Effect of tillage, ryegrass cover crop, and soil depth on the percentage of fluometuron present as methanol-extractable 14C-desmethyl fluometuron (DMF) during a 25-day laboratory incubation study. Values are mean and standard deviation of three replicates

Accumulation of the 14C-ring into nonextractable soil components was greatest in NT and CT soils from ryegrass in the 0–2 cm soil depth (Fig. 3a), while in the lower 2–10 cm depth, significantly greater incorporation of the 14C-ring into nonextractable soil components was observed in CT soils. The greatest level of TFMPU was observed in surface CT and NT soils from ryegrass plots (4 to 6% of applied) with less than 2% recovered in NT and CT soils without ryegrass (data not shown). A mass balance of recovery of 14C-applied of 76 to 90% was observed.

Fig. 3
figure 3

Effect of tillage, ryegrass cover crop, and soil depth on the percentage of fluometuron present as nonextractable 14C residues as determined by oxidation. Values are mean and standard deviation of three replicates

Fluometuron degradation in ryegrass residues followed a linear kinetics (Fig. 4), with extractable fluometuron decreasing more rapidly than in soil, consistent with results from the companion field study (Locke et al. 2005). Concurrent with a decrease in methanol-extractable fluometuron was an accumulation of both N-dealkylated metabolites (DMF and TFMPU). A maximum accumulation of total metabolites was found at 11 days, with subsequent decrease in methanol-extractable DMF. There was a linear accumulation of TFMPU after 4 days after a significant formation of DMF. Nonextractable 14C accumulation in ryegrass residues is not presented, as this property was highly variable with significant loss of plant material during the laboratory incubation and drying of samples; thus a mass balance of recovery is not presented. Dissipation of fluometuron in ryegrass residues occurred as rapidly in this laboratory incubation (half-life of 8.5 days, Table 4) as it did under field conditions (half-life of 3 to 9 days, Locke et al. 2005) where leaching and/or runoff may have also been responsible for some of the dissipation.
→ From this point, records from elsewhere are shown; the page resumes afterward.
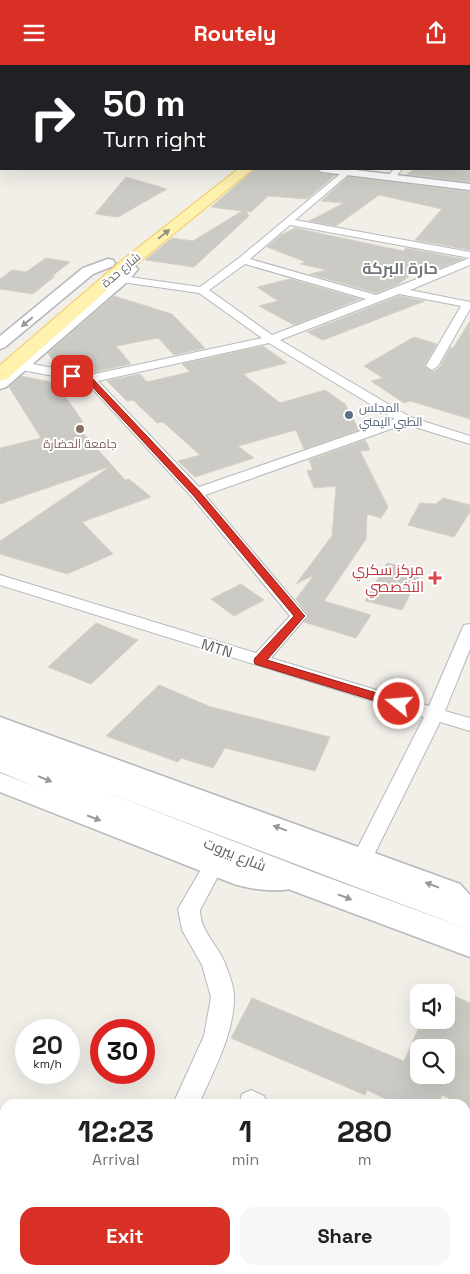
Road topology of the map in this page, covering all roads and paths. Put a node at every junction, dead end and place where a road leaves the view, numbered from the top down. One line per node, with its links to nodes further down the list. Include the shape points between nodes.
1 (225, 170): 11 (main road, شارع حدة)
2 (245, 170): 11 (main road, شارع حدة, one-way to 2)
3 (330, 170): 4 (street)
4 (346, 172): 5 (street); 7 (street)
5 (395, 173): 6 (street)
6 (470, 187)
7 (289, 222): 8 (street); 9 (street)
8 (470, 255)
9 (243, 260): 12 (street); 14 (street)
10 (470, 261): 13 (street)
11 (119, 269): 12 (street); 17 (street, one-way to 17, via 88,271); 18 (main road, شارع حدة); 19 (street); 21 (main road, شارع حدة)
12 (202, 290): 16 (street)
13 (398, 291): 14 (street); 15 (street)
14 (377, 299): 16 (street)
15 (469, 305): 20 (street)
16 (271, 339): 22 (street); 24 (street)
17 (0, 344)
18 (0, 361)
19 (22, 365): 22 (street); 23 (street)
20 (432, 366)
21 (0, 375)
22 (90, 379): 26 (street)
23 (0, 384)
24 (405, 420): 25 (street); 26 (street)
25 (470, 439)
26 (196, 493): 29 (street, via 300,616)
27 (0, 580): 29 (street, MTN)
28 (470, 629): 30 (street)
29 (259, 661): 30 (street, MTN)
30 (434, 715): 32 (street, MTN); 36 (street)
31 (0, 725): 36 (street, one-way to 31)
32 (470, 725)
33 (0, 741): 39 (main road, شارع بيروت)
34 (0, 761): 38 (main road, شارع بيروت, one-way to 38)
35 (0, 782): 37 (street, one-way to 37)
36 (362, 859): 39 (street, one-way to 36, via 450,892)
37 (214, 865): 38 (street, via 244,877); 41 (street, via 189,909 189,917 213,963 223,997 216,1036)
38 (299, 879): 40 (main road, شارع بيروت, one-way to 40)
39 (470, 916)
40 (470, 944)
41 (188, 1099)

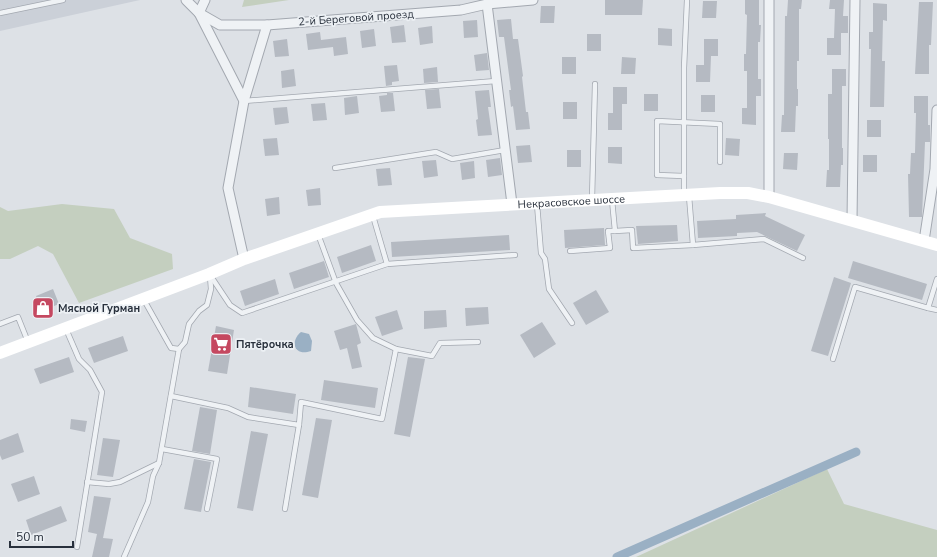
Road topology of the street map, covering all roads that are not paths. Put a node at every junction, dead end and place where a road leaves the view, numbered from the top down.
1 (63, 0) edge
2 (186, 0) edge
3 (205, 0) edge
4 (533, 0) edge
5 (687, 0) edge
6 (769, 0) edge
7 (855, 0) edge
8 (503, 1) edge
9 (487, 4) junction
10 (200, 12) junction
11 (0, 13) edge
12 (267, 25) junction
13 (496, 81) junction
14 (595, 84) dead end
15 (244, 101) junction
16 (937, 110) edge
17 (684, 122) junction
18 (505, 150) junction
19 (720, 162) dead end
20 (335, 168) dead end
21 (684, 176) junction
22 (686, 194) junction
23 (769, 197) junction
24 (612, 198) junction
25 (592, 200) junction
26 (537, 202) junction
27 (512, 204) junction
28 (372, 214) junction
29 (852, 220) junction
30 (615, 231) junction
31 (318, 234) junction
32 (924, 241) junction
33 (693, 245) junction
34 (937, 245) edge
35 (570, 251) dead end
36 (515, 255) dead end
37 (803, 258) dead end
38 (244, 259) junction
39 (387, 264) junction
40 (209, 274) junction
41 (937, 279) edge
42 (336, 281) junction
43 (143, 298) junction
44 (928, 308) junction
45 (937, 310) edge
46 (572, 323) dead end
47 (0, 324) edge
48 (66, 328) junction
49 (28, 342) junction
50 (478, 342) dead end
51 (179, 349) junction
52 (396, 349) junction
53 (0, 353) edge
54 (833, 359) dead end
55 (171, 396) junction
56 (298, 425) junction
57 (162, 449) junction
58 (160, 463) junction
59 (87, 482) junction
60 (207, 509) dead end
61 (285, 509) dead end
62 (77, 547) dead end
63 (124, 557) edge

1 - 11 lane
2 - 10 street, 2-й Береговой проезд
3 - 10 street
4 - 8 street, 2-й Береговой проезд
5 - 17 lane
6 - 23 street
7 - 29 street
8 - 9 street, 2-й Береговой проезд
9 - 12 street, 2-й Береговой проезд
9 - 13 street
10 - 12 street, 2-й Береговой проезд
10 - 15 street
12 - 15 street
13 - 15 lane
13 - 18 street
14 - 25 lane
15 - 38 street
16 - 32 street
17 - 19 lane
17 - 21 lane
17 - 21 lane
18 - 20 lane
18 - 27 street
21 - 22 lane
22 - 23 main road, Некрасовское шоссе
22 - 24 main road, Некрасовское шоссе
22 - 33 lane
23 - 29 main road, Некрасовское шоссе
24 - 25 main road, Некрасовское шоссе
24 - 30 lane
25 - 26 main road, Некрасовское шоссе
26 - 27 main road, Некрасовское шоссе
26 - 46 lane
27 - 28 main road, Некрасовское шоссе
28 - 31 main road, Некрасовское шоссе
28 - 39 lane
29 - 32 main road, Некрасовское шоссе
30 - 33 lane
30 - 35 lane
31 - 38 main road, Некрасовское шоссе
31 - 42 lane
32 - 34 main road, Некрасовское шоссе
33 - 37 lane
36 - 39 lane
38 - 40 main road, Некрасовское шоссе
39 - 42 lane
40 - 42 lane
40 - 43 main road, Некрасовское шоссе
40 - 51 lane
41 - 44 lane
42 - 52 lane
43 - 48 main road, Некрасовское шоссе
43 - 51 lane
44 - 45 lane
44 - 54 lane
47 - 49 lane
48 - 49 main road, Некрасовское шоссе
48 - 59 lane
49 - 53 main road, Некрасовское шоссе
50 - 52 lane
51 - 55 lane
52 - 56 lane
55 - 56 lane
55 - 57 lane
56 - 61 lane
57 - 58 lane
57 - 60 lane
58 - 59 lane
58 - 63 lane
59 - 62 lane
As the ryegrass incubations were conducted under greater moisture content than soils, there was less fluometuron partitioned on the ryegrass, and the calculated degradation rates were similar with and without consideration of sorption K d.

Fig. 4
figure 4

Recovery of 14C-fluometuron and metabolites by methanol extraction from ryegrass residues during an 18-day laboratory incubation study. Values are mean and standard deviation of three replicates

These laboratory assessments of fluometuron degradation under controlled conditions indicated that tillage and herbicide-desiccated ryegrass cover crop influenced the potential for fluometuron degradation. The results also support observations made in the companion field evaluations (Locke et al. 2005). In the 0–2 cm soil depth, where the most rapid degradation of fluometuron was observed, metabolite accumulation and incorporation of the trifluoromethylphenyl ring label into nonextractable components was observed in CT and NT soils underneath ryegrass residues. More rapid accumulation of fluometuron into non-extractable components agreed with greater microbial counts and soil enzyme activities in NT and CT surface soils from ryegrass plots compared to respective soils with no cover crop. Adding organic amendments to a Dundee silt loam increased the degradation rate of fluometuron and cyanazine, with ryegrass residues being more stimulatory than either cornmeal or poultry litter (Wagner and Zablotowicz 1997).

Conclusions

These studies demonstrate that employing a herbicide-desiccated ryegrass cover crop in either a NT or CT cotton production can have stimulatory effects on microbial populations and microbial activity and improve overall soil quality as well as the potential for degradation of fluometuron. Under field conditions, it is often difficult to demonstrate management effects on herbicide degradation, as factors such as interception of the herbicide by crop residues (Locke et al. 2005) and leaching through the soil profile make analysis of herbicide degradation more difficult to interpret.